*Exercise directions*
Looking at the records below, please say how many lines contain the word "dead", as a bare number.

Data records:
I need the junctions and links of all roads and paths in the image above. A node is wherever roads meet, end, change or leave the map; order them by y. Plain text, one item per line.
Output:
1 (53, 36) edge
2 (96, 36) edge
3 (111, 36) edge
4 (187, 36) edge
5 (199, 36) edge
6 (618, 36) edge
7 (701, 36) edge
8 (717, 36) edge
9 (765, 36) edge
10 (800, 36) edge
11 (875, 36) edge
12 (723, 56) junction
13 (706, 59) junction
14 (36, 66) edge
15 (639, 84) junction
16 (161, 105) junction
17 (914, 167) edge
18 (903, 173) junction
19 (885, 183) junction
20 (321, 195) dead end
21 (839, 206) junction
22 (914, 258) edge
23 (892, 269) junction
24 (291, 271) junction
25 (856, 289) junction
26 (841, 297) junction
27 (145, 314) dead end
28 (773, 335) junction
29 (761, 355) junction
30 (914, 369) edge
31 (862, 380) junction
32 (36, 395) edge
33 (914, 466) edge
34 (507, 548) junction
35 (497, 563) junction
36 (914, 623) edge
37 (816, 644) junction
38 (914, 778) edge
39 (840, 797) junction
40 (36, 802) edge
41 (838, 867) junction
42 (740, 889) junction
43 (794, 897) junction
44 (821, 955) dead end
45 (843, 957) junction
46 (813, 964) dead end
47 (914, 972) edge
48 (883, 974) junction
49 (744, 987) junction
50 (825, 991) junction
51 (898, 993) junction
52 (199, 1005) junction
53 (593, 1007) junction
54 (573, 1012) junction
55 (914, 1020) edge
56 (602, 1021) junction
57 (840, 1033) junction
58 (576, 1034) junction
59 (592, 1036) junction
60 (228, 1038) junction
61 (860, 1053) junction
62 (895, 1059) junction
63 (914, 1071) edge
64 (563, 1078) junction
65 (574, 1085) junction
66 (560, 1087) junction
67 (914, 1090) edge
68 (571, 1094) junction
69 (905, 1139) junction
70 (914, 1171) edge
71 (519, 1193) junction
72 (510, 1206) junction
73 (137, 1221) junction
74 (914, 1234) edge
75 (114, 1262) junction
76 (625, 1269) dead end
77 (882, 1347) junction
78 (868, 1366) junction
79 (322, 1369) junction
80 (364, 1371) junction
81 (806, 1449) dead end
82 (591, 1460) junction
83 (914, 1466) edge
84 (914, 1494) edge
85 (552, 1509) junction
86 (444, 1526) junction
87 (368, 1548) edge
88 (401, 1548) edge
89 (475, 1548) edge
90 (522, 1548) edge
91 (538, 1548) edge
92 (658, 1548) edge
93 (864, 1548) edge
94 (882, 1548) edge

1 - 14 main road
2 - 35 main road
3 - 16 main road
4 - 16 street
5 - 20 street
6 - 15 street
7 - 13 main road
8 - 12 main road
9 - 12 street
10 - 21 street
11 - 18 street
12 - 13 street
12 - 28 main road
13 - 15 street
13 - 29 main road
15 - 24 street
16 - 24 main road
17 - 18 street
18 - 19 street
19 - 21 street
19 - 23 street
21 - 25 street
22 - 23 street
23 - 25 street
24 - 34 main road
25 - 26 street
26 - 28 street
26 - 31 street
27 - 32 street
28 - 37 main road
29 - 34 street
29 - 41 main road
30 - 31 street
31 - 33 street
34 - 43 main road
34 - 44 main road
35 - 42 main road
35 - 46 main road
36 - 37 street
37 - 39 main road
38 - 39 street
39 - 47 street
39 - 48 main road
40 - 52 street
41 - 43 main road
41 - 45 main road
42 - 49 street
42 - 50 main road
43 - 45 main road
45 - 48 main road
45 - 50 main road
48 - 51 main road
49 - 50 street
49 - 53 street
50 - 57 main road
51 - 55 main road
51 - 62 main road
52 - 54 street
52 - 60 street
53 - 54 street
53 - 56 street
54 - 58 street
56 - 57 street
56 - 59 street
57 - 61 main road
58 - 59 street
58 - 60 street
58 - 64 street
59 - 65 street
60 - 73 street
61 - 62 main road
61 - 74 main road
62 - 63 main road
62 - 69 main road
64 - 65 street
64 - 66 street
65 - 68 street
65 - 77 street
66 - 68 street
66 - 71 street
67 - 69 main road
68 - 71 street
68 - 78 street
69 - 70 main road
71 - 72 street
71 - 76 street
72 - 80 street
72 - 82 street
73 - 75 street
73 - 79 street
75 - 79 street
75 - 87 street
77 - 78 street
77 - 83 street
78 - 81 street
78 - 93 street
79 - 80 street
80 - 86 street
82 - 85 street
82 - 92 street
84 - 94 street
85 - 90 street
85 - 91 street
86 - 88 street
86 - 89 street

*Answer space*
6